Sunday, November 30, 2008

It gets more complicated...

Harper may prorogue the Parliament, according to Stephen Taylor. Except that he gets something, er, not quite right:
The opposition will cry foul, but it’s within the Prime Minister’s power.
Except that of course it's not the Prime Minister's power, but the Crown's exercised on the advice of the Prime Minister. Normally, this distinction doesn't matter. Today, it absolutely does.

Could the Governor General refuse to prorogue? It would pretty much give up the game is she did -- Harper would be done. At the very least, it seems like the GG could demand Harper show some proof that the prorogation would do any good, and not just add days to his government.

That said, I'm intrigued to see how quickly this has gotten away from the Tories. Harper wouldn't be thinking along these lines (and there's no guarantee he is now, obviously) unless the next week was looking bleak. Is there a parliamentary way for the opposition to force their motion on to the agenda, in opposition to the Prime Minister?

More intriguingly is that the knives seem to be coming out for Harper within his own party:
One senior Conservative said Harper had shot himself in the foot for ideological reasons — much as he did when he announced $45 million in arts funding cuts last summer, which cost his party seats in Quebec in the Oct. 14 federal election.

"These guys think it's campus politics, so they get too cute by half and then f--- everything up," he said.
"We're in the middle of an economic crisis and they pull a stunt like this?"
I assume everyone else believes, as I do, that if Harper loses this week that he's out as Conservative leader, right?

2 comments:

Anonymous said...

I assume everyone else believes, as I do, that if Harper loses this week that he's out as Conservative leader, right?

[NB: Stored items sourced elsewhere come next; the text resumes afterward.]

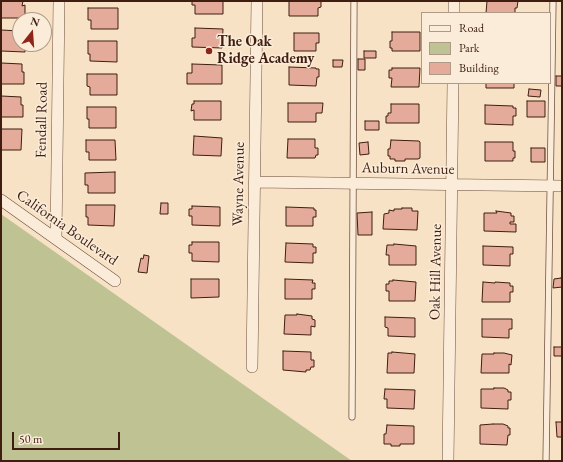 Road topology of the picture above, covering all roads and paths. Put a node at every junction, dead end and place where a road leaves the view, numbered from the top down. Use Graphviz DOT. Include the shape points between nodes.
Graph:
graph roads {
  1 [pos="59,1"];
  2 [pos="257,1"];
  3 [pos="354,1"];
  4 [pos="454,1"];
  5 [pos="554,1"];
  6 [pos="454,12"];
  7 [pos="453,84"];
  8 [pos="254,182"];
  9 [pos="353,183"];
  10 [pos="452,185"];
  11 [pos="556,186"];
  12 [pos="1,200"];
  13 [pos="56,239"];
  14 [pos="115,281"];
  15 [pos="252,367"];
  16 [pos="352,417"];
  17 [pos="448,461"];
  18 [pos="546,461"];
  1 -- 13 [label="street, Fendall Road"];
  2 -- 8 [label="street, Wayne Avenue"];
  3 -- 9 [label="lane"];
  4 -- 6 [label="street"];
  5 -- 11 [label="lane"];
  7 -- 10 [label="street, Oak Hill Avenue"];
  8 -- 9 [label="street, Auburn Avenue"];
  8 -- 15 [label="street, Wayne Avenue"];
  9 -- 10 [label="street, Auburn Avenue"];
  9 -- 16 [label="lane"];
  10 -- 11 [label="street, Auburn Avenue"];
  10 -- 17 [label="street, Oak Hill Avenue"];
  11 -- 18 [label="lane"];
  12 -- 13 [label="street, California Boulevard"];
  13 -- 14 [label="street, California Boulevard"];
} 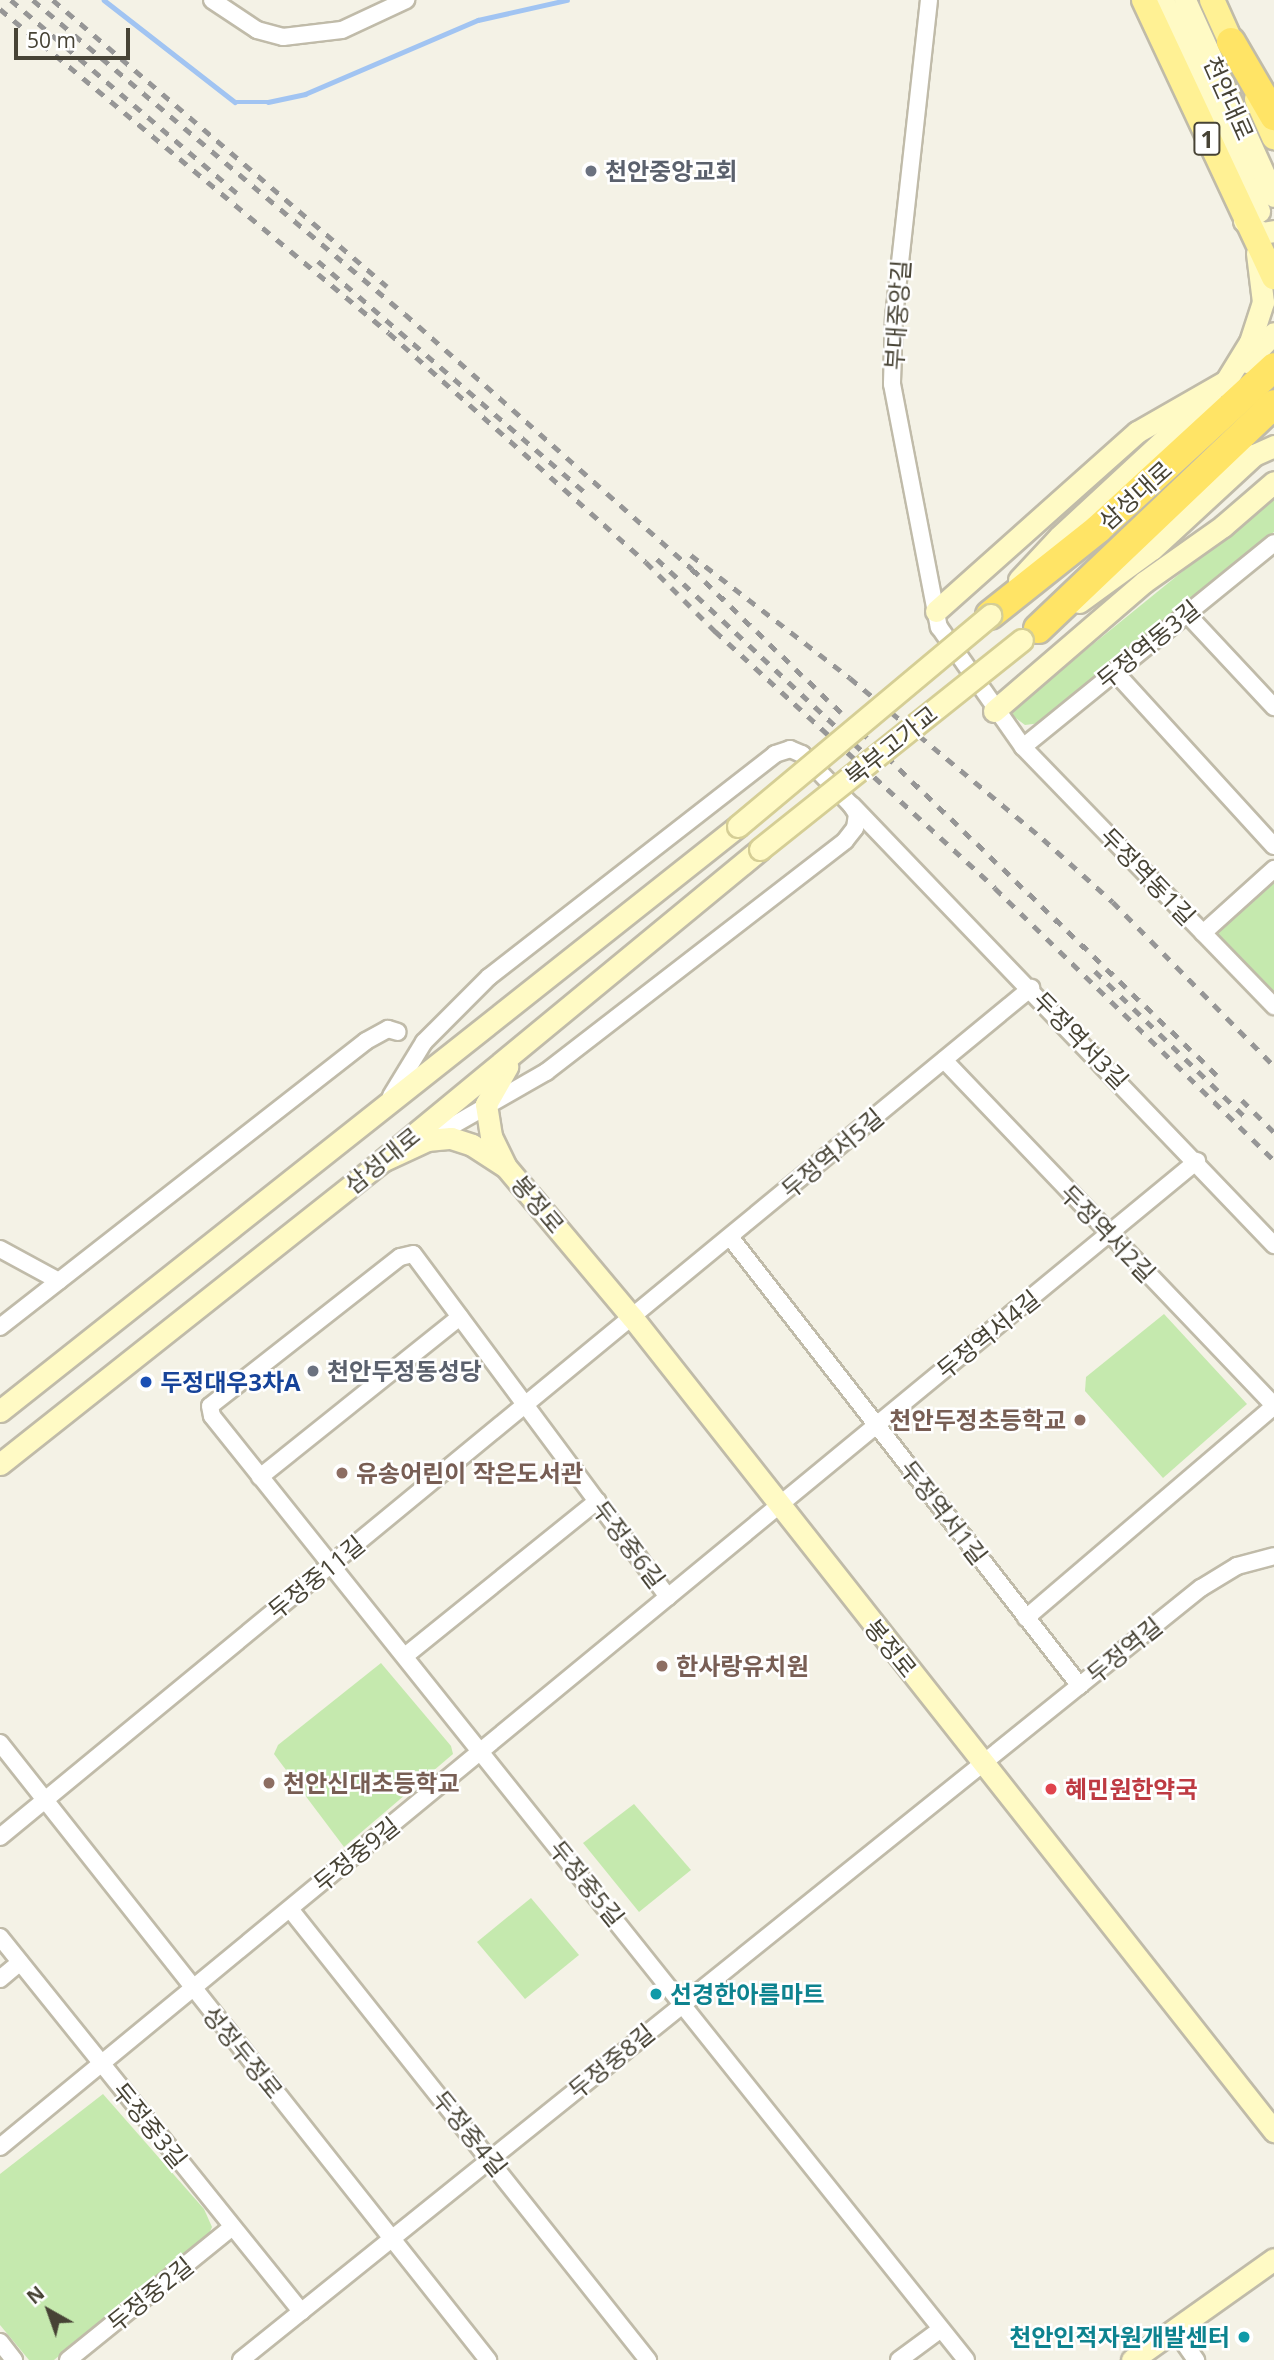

I can't imagine any other outcome. He seems to have painted himself into a corner (or as Dawg said, put himself in zugzwang).

Heck, I figured that only getting a second minority, as he just did, would be enough to bring the knives out, or at the very least have the party cutthroats slipping them out of the scabbard "just to check the edge, don't y'know".

He must know it, don't you think? That's why he's backpedalling so desperately right now.

Someone on another comment thread somewhere speculated that the Cons must have foreseen the Opposition's reaction to the economic statement, but I wonder. Some of them did, like that fellow you quoted in this post, but I'm betting Harper didn't. Part of his pattern seems to be that he's so convinced of his own brilliance he sometimes misses the obvious; it's a character flaw, a kind of rigidity, an assumption that one's ability is so stellar, one's Plan is so perfect, that Reality will in all cases unfold exactly as one has forecast.

Finagle laughs at such hubris.

Beijing York said...

They're probably desperately looking for someone who actually knows the Canadian constitution and what Harper can or cannot do because they are evading the question.

Pierre Poilievre just made a total ass of himself on CBC Newsworld. The desperate conservatives have released "news" regarding an NDP caucus meeting that they were invited to listen in on. Oh the scandal? That the Bloc (or should I say SEPARATISTS) and NDP have been conducting "secret shady meetings"to reverse the election results in their quest for a MASSIVE power grab.

I sure hope it was caught on YouTube because it is so over the top you can't help but laugh. What a weasel.